Os bebês masculinos passam por um surto de testosterona durante os primeiros meses de vida, quando os níveis ficam equivalentes a de um adulto. Durante esse período, a criança é programada física e mentalmente para exibir as características esperadas na puberdade. Meninos expostos aos fitoestrógenos da soja mostraram índices menores de desenvolvimento físico esperado. Há pesquisadores que até sugerem que a orientação sexual corre o risco de ser influenciada por uma influencia hormonal inesperada.
O que há de concreto é que dificuldades de aprendizado, especialmente em meninos, atingiram proporções epidêmicas a partir da década de 1970. A introdução da soja na composição de alimentos infantis não pode ser descartada como uma possível causa para esse trágico acontecimento. Cabe lembrar que pesquisas em macacos mostraram que a deficiência de hormônio masculino prejudicava o desenvolvimento da percepção espacial (notoriamente mais desenvolvida em homens) bem como prejudicou a capacidade de aprendizado.
Já para meninas, um número crescente delas está entrando na puberdade bem mais cedo que o normal, de acordo com estudos pediátricos americanos. Pesquisadores descobriram que 1% das meninas mostrou sinais de puberdade acelerada, tais como o crescimento de seios ou o aparecimento de pelos púbicos, aos TRÊS anos de idade, enquanto 15% das meninas brancas e quase 50% das meninas negras tinham uma ou ambas essas características aos oito anos. O estudo tinha como objetivo associar o frango – carregado de hormônios – com esse desenvolvimento prematuro, mas na verdade concluíram pelos produtos à base de soja mesmo.
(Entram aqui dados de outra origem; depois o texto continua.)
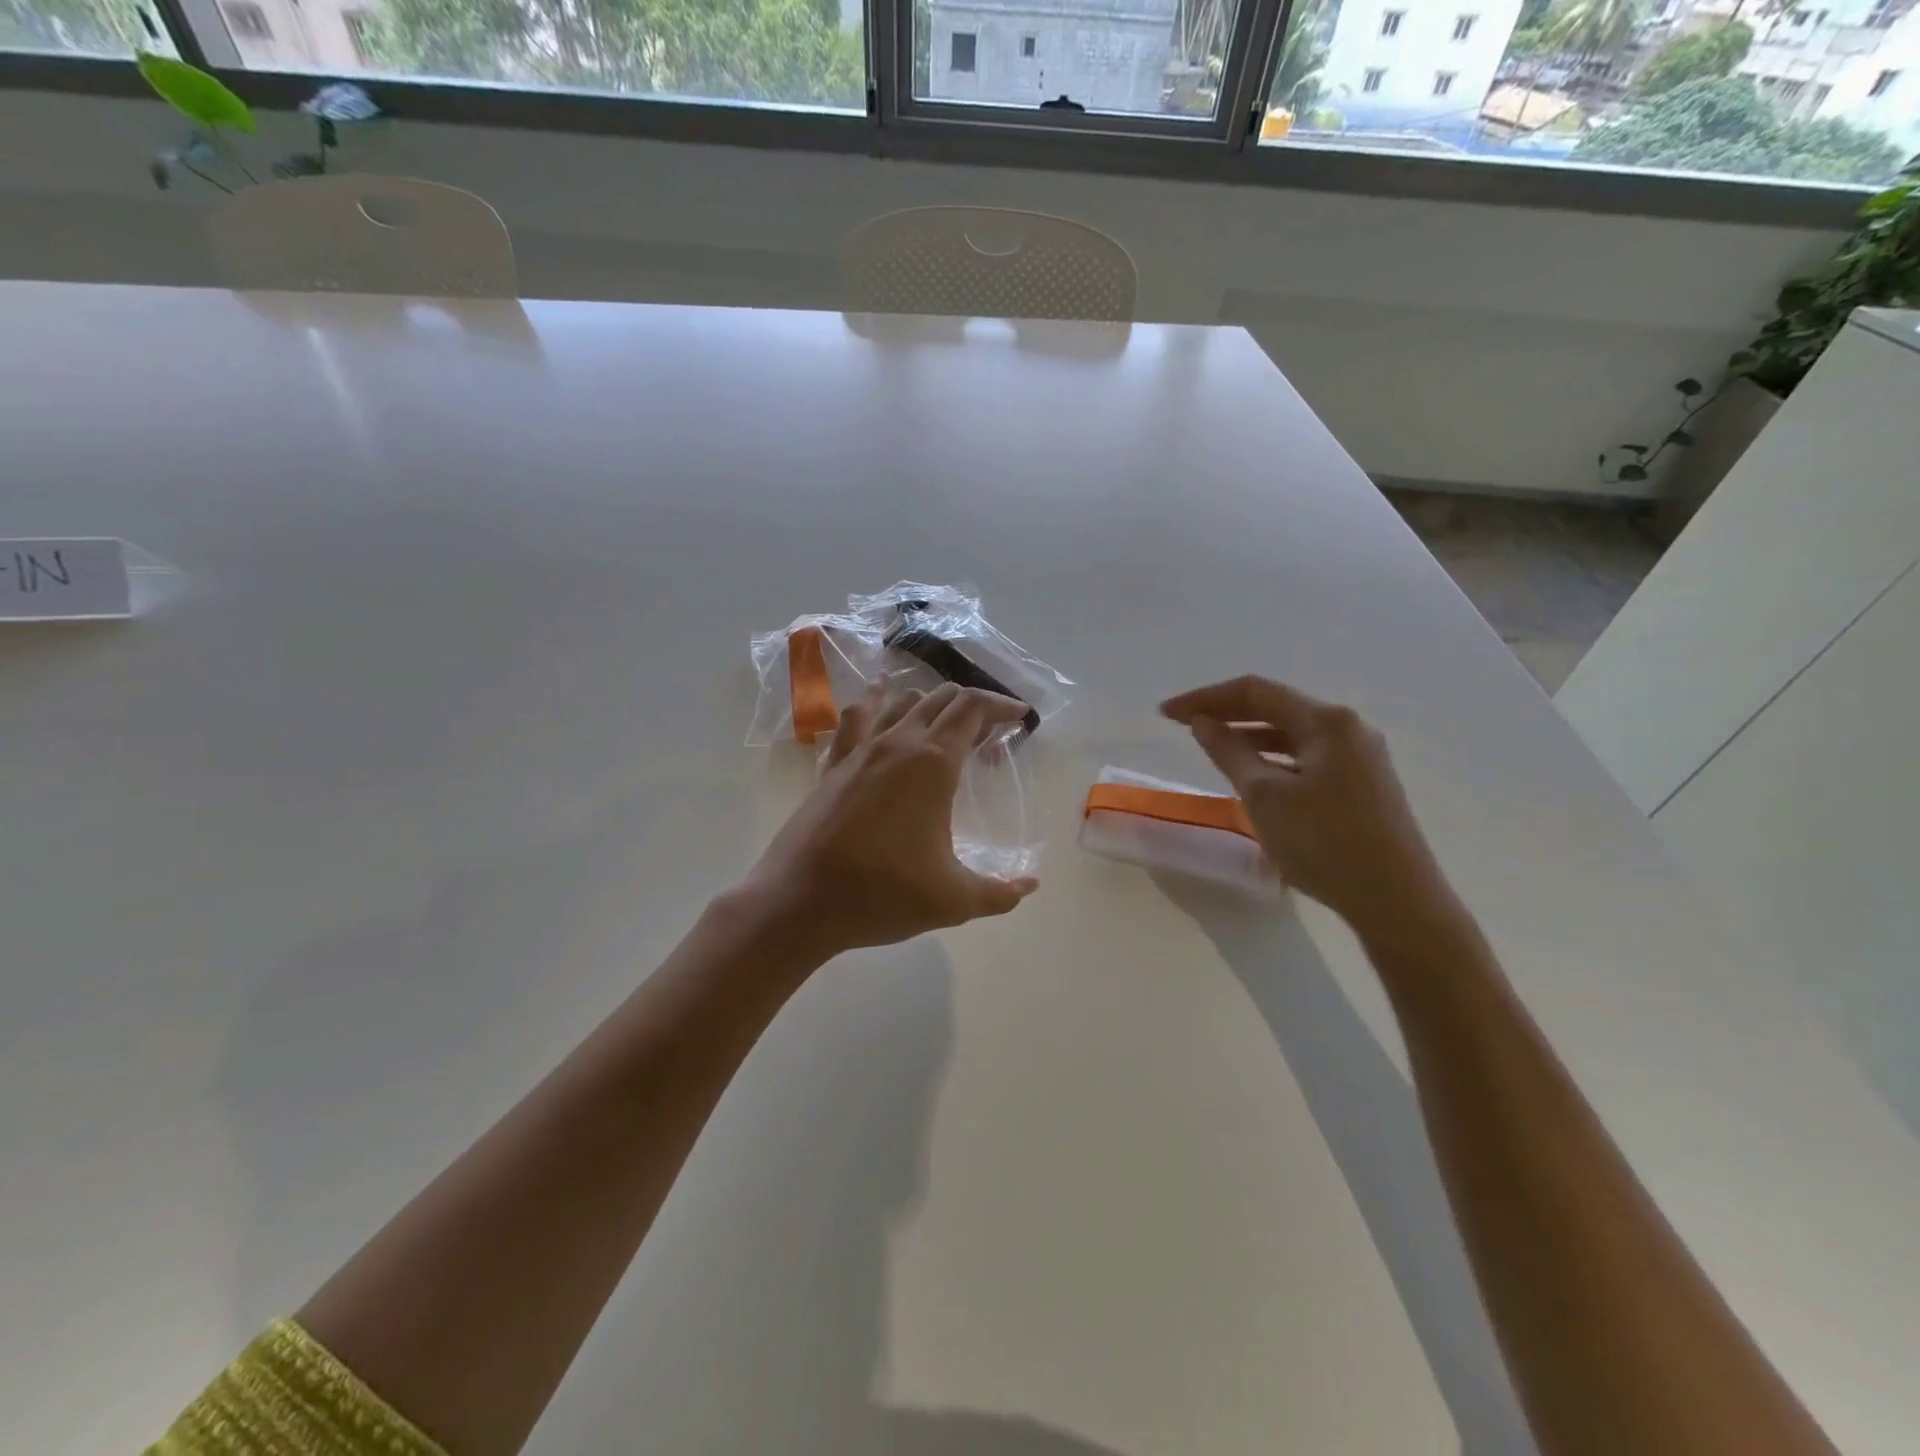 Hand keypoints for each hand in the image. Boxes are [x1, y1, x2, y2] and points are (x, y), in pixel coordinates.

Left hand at [744, 683, 1039, 958]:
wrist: (800, 901)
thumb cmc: (882, 894)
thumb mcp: (953, 901)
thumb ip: (1000, 894)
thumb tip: (1030, 887)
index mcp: (933, 763)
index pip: (972, 709)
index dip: (1001, 705)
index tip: (1020, 717)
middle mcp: (897, 744)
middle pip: (941, 699)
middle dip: (972, 706)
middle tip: (990, 732)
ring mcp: (860, 751)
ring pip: (901, 701)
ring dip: (930, 703)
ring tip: (945, 724)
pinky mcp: (833, 766)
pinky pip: (856, 717)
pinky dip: (875, 701)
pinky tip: (878, 698)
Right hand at [1161, 675, 1454, 937]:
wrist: (1396, 901)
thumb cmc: (1324, 842)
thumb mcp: (1264, 796)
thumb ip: (1229, 752)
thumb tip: (1202, 722)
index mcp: (1328, 721)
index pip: (1255, 692)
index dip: (1206, 698)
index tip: (1166, 714)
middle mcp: (1348, 728)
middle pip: (1276, 708)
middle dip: (1226, 713)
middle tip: (1181, 725)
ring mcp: (1360, 756)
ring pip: (1292, 734)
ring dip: (1249, 736)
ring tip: (1211, 747)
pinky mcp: (1362, 783)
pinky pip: (1306, 757)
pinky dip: (1273, 759)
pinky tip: (1252, 774)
As conseqüências de uma juventude truncada dessa forma são trágicas. Meninas com corpos maduros são obrigadas a lidar com sentimentos e desejos que a maioria delas são incapazes ainda de compreender. E esse desenvolvimento traz consigo ainda uma série de problemas futuros com o sistema reprodutivo, incluindo dificuldade para menstruar, infertilidade e, vejam só, câncer de mama. Diante dessas constatações, Israel, França, Suiça, Austrália e Nova Zelândia recomendaram que se evitasse completamente o consumo de produtos à base de soja pelas crianças.
Por falar em mama, um colega de trabalho, ciente das paranoias desta que aqui escreve, trouxe uma revista (de saúde) masculina que falava de um militar aposentado que teve sua masculinidade minada por peitos inchados (ginecomastia), perda de pelos e redução na libido, com ereções insatisfatórias, um calvário ligado ao consumo excessivo de soja.
Esse militar, por ser intolerante à lactose, tomava 3 litros de leite de soja por dia. Quando seu endocrinologista pediu para cortar o consumo desse leite, os níveis de estrógeno voltaram ao normal, e um dos principais desconfortos da ginecomastia – a hipersensibilidade dos mamilos – diminuiu sensivelmente.
Contudo, ter deixado apenas de tomar o leite não livrou o militar da dificuldade de evitar a soja. Alguns meses depois, os níveis de estrógeno subiram novamente, fazendo ressurgir os efeitos colaterais. O militar descobriu que estava tomando um leite que não era de soja, mas que continha soja em sua fórmula. Deixou de consumir quaisquer produtos que pudessem ter soja, como biscoitos e chocolates, mas as mamas ficaram permanentemente inchadas.
Tofu: nesse mesmo artigo, há uma outra pesquisa feita na Ásia, feita pelos ingleses, que associou produtos de soja à demência. O intuito da pesquisa era inicialmente comprovar que substâncias similares ao estrógeno protegeriam o cérebro.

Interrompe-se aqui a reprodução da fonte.